» Required work: Copy out each line of the material in which the word "lane" can be found.

» Extracted data:
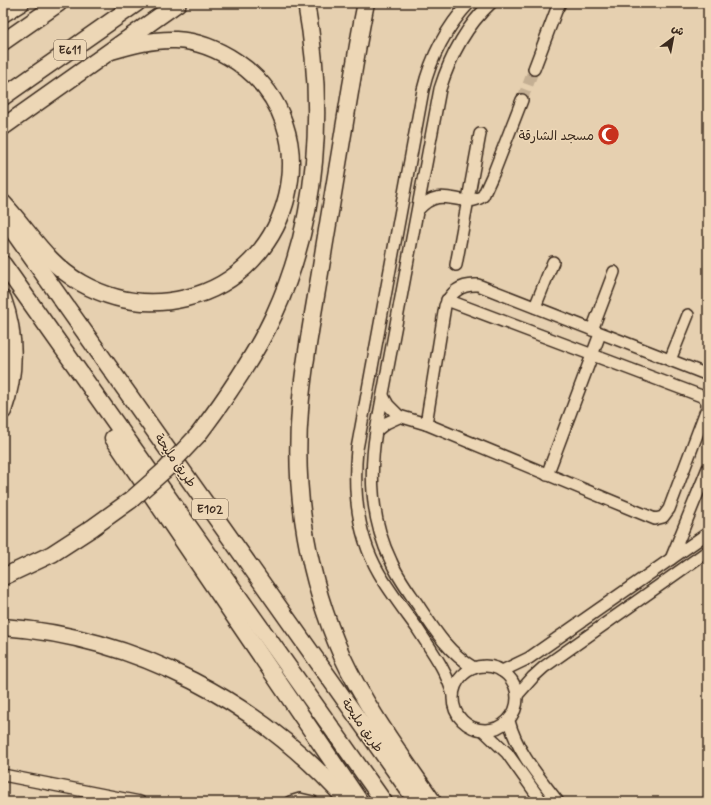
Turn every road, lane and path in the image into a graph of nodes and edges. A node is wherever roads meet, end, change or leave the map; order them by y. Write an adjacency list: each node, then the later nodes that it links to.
1 (10, 3): 11 (highway)
2 (21, 3): 12 (highway)
3 (59, 3): 13 (highway)
4 (137, 3): 16 (highway, E611)
5 (178, 3): 14 (highway)
6 (306, 3): 53 (highway, bridge)
7 (366, 3): 69 (highway)
8 (469, 3): 20 (street)
9 (492, 3): 21 (street)
10 (560, 3): 15 (street)
11 (3, 8)
12 (3, 14)
13 (3, 42)
14 (111, 51): 18 (highway); 24 (highway)
15 (534, 69)
16 (3, 97)
17 (522, 100): 23 (street)
18 (7, 124)
19 (480, 134): 23 (street)
20 (408, 172): 21 (street); 27 (street)
21 (423, 177): 22 (street); 25 (street)
22 (437, 196): 23 (street); 25 (street)
23 (468, 200): 31 (street)
24 (3, 203)
25 (418, 210): 28 (street)
26 (3, 217): 68 (highway, طريق مليحة / E102)
27 (398, 226): 28 (street); 57 (street)
28 (414, 227): 42 (street)
29 (553, 262): 35 (street)
30 (3, 264): 38 (highway, E102)
31 (456, 265)
32 (614, 272): 37 (street)
33 (3, 299): 43 (highway)
34 (447, 300): 35 (street); 39 (street); 45 (street)
35 (535, 307): 37 (street)
36 (688, 315): 40 (street)
37 (596, 332): 39 (street); 40 (street)
38 (64, 351): 66 (highway); 67 (highway, E102)
39 (592, 355): 48 (street); 48 (street)
40 (670, 360): 41 (street)
41 (708, 375)
42 (383, 396): 44 (street); 46 (street)
43 (3, 411)
44 (399, 416): 45 (street); 46 (street)
45 (426, 424): 48 (street)
46 (376, 431): 55 (street)
47 (708, 468): 49 (street)
48 (547, 475)
49 (689, 517): 50 (street); 52 (street)
50 (705, 535): 52 (street)
51 (708, 552): 58 (street)
52 (671, 559): 56 (street)
53 (3, 577)
54 (3, 627): 65 (highway)
55 (474, 668): 56 (street); 57 (street)
56 (502, 671): 58 (street)
57 (453, 694): 60 (street)
58 (518, 694): 59 (street)
59 (508, 721): 60 (street); 71 (street)
60 (484, 731): 70 (street)
61 (3, 775): 62 (street)
62 (140, 802)
63 (290, 802): 64 (street)
64 (313, 802)
65 (348, 802)
66 (360, 802)
67 (384, 802)
68 (417, 802)
69 (433, 802)
70 (542, 802)
71 (558, 802)

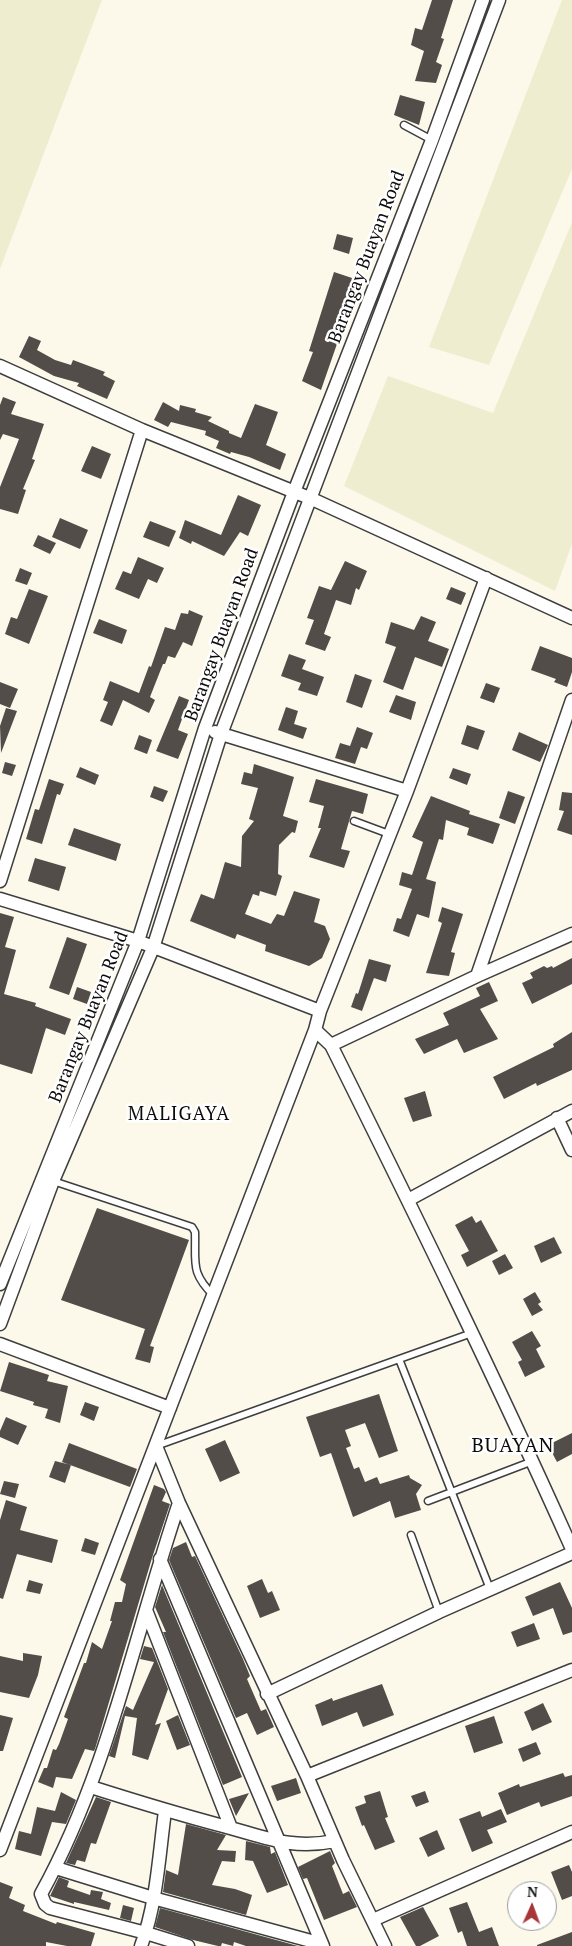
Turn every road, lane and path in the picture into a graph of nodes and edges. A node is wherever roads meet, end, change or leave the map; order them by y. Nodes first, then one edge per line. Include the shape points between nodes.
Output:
1 (483, 0) edge
2 (499, 0) edge
3 (461, 59) junction
4 (475, 64) junction
5 (404, 125) dead end
6 (432, 140) junction
7 (0, 366) edge
8 (142, 430) junction
9 (294, 492) junction
10 (312, 499) junction
11 (486, 578) junction
12 (572, 618) edge
13 (572, 700) edge
14 (205, 728) junction
15 (221, 734) junction
16 (407, 791) junction
17 (354, 821) dead end
18 (389, 834) junction
19 (165, 855) junction
20 (182, 859) junction
21 (0, 881) edge
22 (0, 900) edge
23 (572, 934) edge
24 (138, 941) junction
25 (153, 948) junction
26 (477, 976) junction
27 (320, 1011) junction
28 (315, 1030) junction
29 (332, 1045) junction
30 (572, 1111) edge
31 (557, 1118) junction
32 (572, 1150) edge
33 (52, 1181) junction
34 (408, 1200) junction
35 (0, 1284) edge
36 (214, 1296) junction
37 (0, 1324) edge
38 (472, 1333) junction
39 (0, 1344) edge
40 (399, 1359) junction
41 (170, 1408) junction
42 (156, 1446) junction
43 (533, 1461) junction
44 (452, 1492) junction
45 (428, 1501) dead end
46 (179, 1503) junction
47 (411, 1535) dead end
48 (572, 1551) edge
49 (160, 1559) junction
50 (490, 1589) junction
51 (146, 1610) junction
52 (438, 1612) junction
53 (572, 1670) edge
54 (267, 1694) junction
55 (307, 1776) junction
56 (90, 1787) junction
57 (164, 1811) junction
58 (231, 1828) junction
59 (572, 1832) edge
60 (335, 1841) junction
61 (279, 1843) junction
62 (0, 1850) edge
63 (56, 1868) junction
64 (153, 1898) junction
65 (373, 1920) junction
66 (146, 1933) junction
67 (323, 1945) edge
68 (141, 1946) edge
69 (188, 1946) edge
70 (385, 1946) edge

1 - 3 street, Barangay Buayan Road
2 - 4 street
3 - 4 street
3 - 6 street, Barangay Buayan Road
4 - 10 street
5 - 6 lane
6 - 9 street, Barangay Buayan Road
7 - 8 street
8 - 9 street
8 - 21 street
9 - 10 street
9 - 14 street, Barangay Buayan Road
10 - 11 street
10 - 15 street
11 - 12 street
11 - 16 street
13 - 26 street
14 - 15 street
14 - 19 street, Barangay Buayan Road
15 - 16 street
15 - 20 street
16 - 18 street
17 - 18 lane
18 - 27 street
19 - 20 street
19 - 24 street, Barangay Buayan Road
20 - 25 street
22 - 24 street
23 - 26 street
24 - 25 street
24 - 35 street, Barangay Buayan Road
25 - 27 street
25 - 33 street
26 - 29 street
27 - 28 street
28 - 29 street
28 - 36 street
29 - 34 street
30 - 31 street
31 - 32 street
31 - 34 street
33 - 36 lane via 192,1227 197,1275
33 - 37 street
34 - 38 street
36 - 41 street
38 - 40 lane
38 - 43 street
39 - 41 street
40 - 42 lane
40 - 44 lane
41 - 42 street
42 - 46 street
42 - 62 street
43 - 44 lane
43 - 48 street
44 - 45 lane
44 - 50 lane
46 - 49 street
46 - 54 street
47 - 52 lane
48 - 50 street
49 - 51 street
49 - 61 street
50 - 52 street
51 - 56 street
51 - 58 street
52 - 54 street
53 - 55 street
54 - 55 street
55 - 60 street
56 - 57 street
56 - 63 street
57 - 58 street
57 - 64 street
58 - 61 street
59 - 65 street
60 - 61 street via 316,1845
60 - 65 street
61 - 67 street
63 - 64 street
63 - 66 street via 42,1894 50,1908
64 - 66 street
64 - 67 street
65 - 70 street
66 - 68 street
66 - 69 street

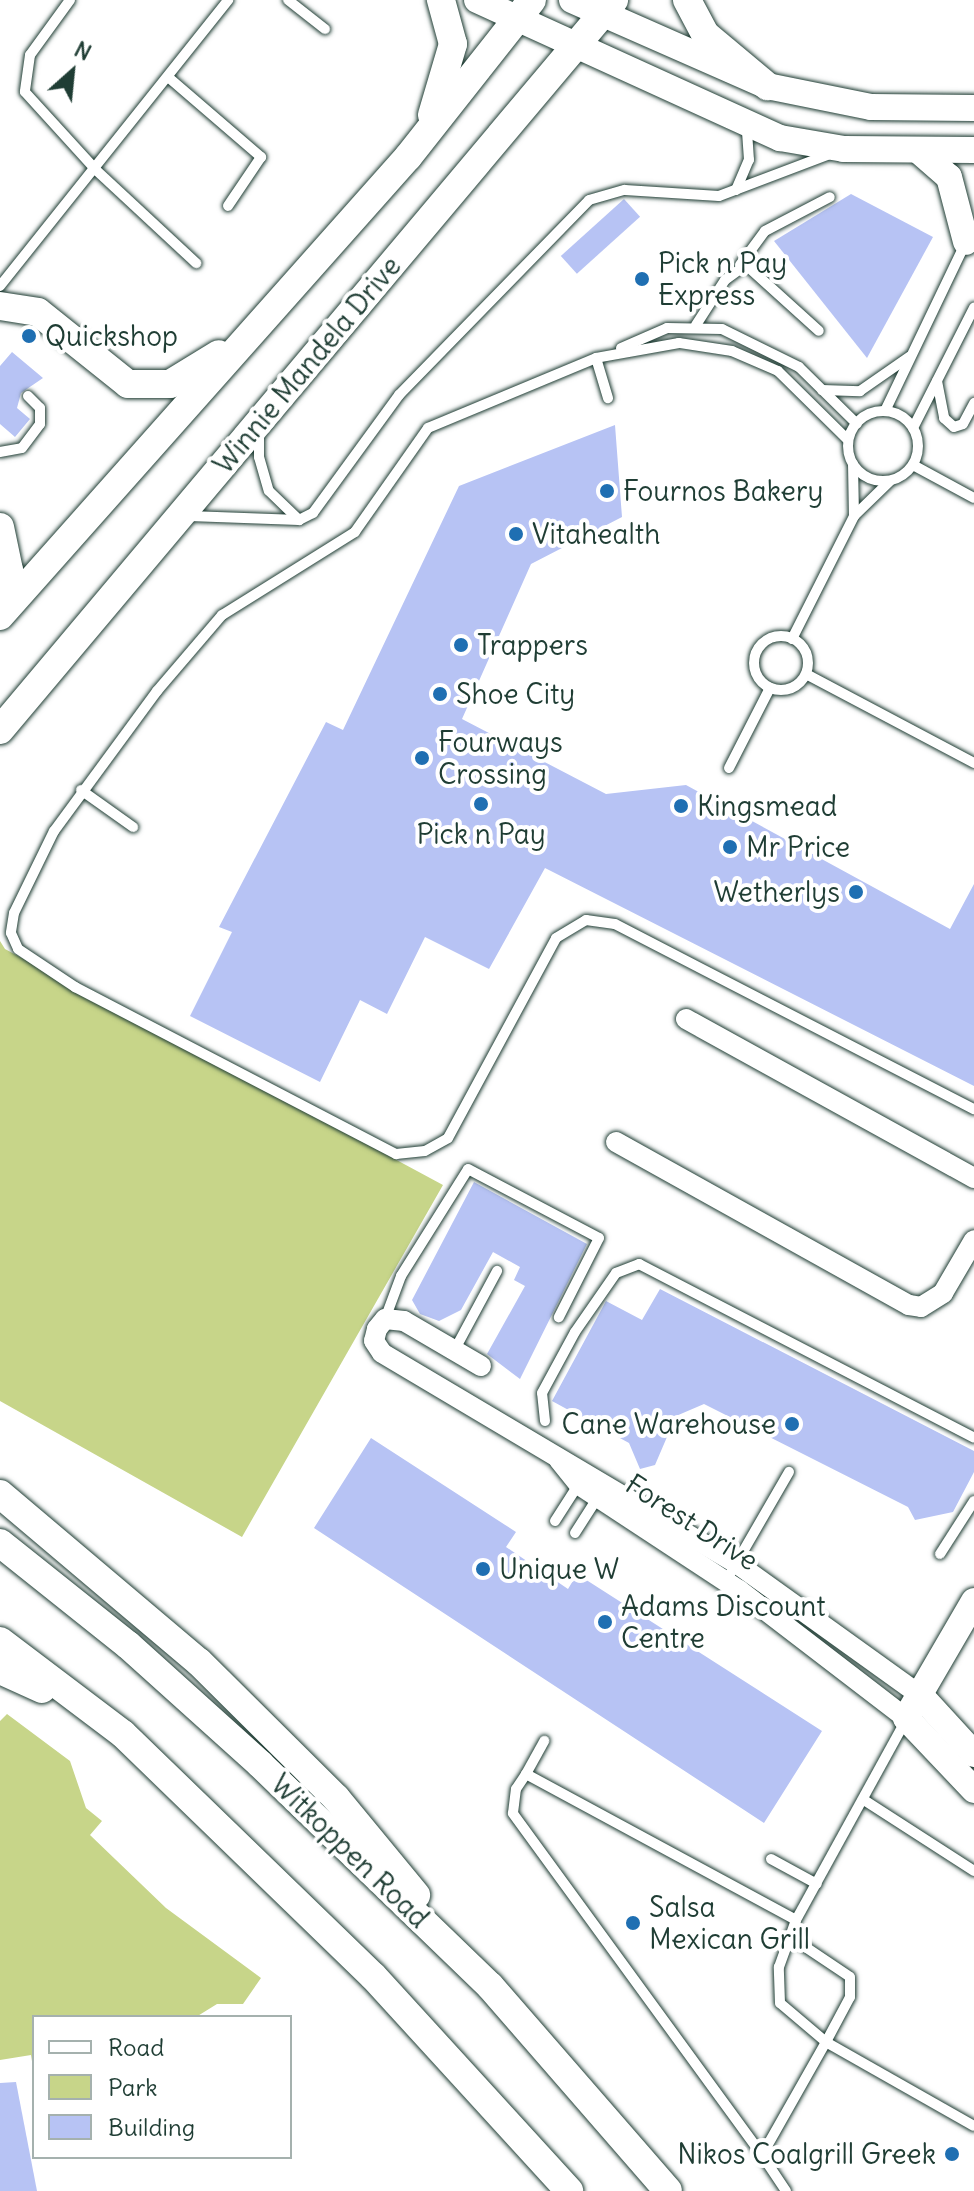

» Written response:
Turn every road, lane and path in the image into a graph of nodes and edges. A node is wherever roads meet, end, change or leave the map; order them by y. Write an adjacency list: each node, then the later nodes that it links to.
Turn every road, lane and path in the picture into a graph of nodes and edges. A node is wherever roads meet, end, change or leave the map; order them by y. Nodes first, then one edge per line. Include the shape points between nodes.
5 - 6 lane
17 - 18 lane
33 - 36 lane via 192,1227 197,1275
38 - 40 lane
40 - 42 lane
40 - 44 lane
43 - 44 lane
44 - 45 lane
44 - 50 lane
47 - 52 lane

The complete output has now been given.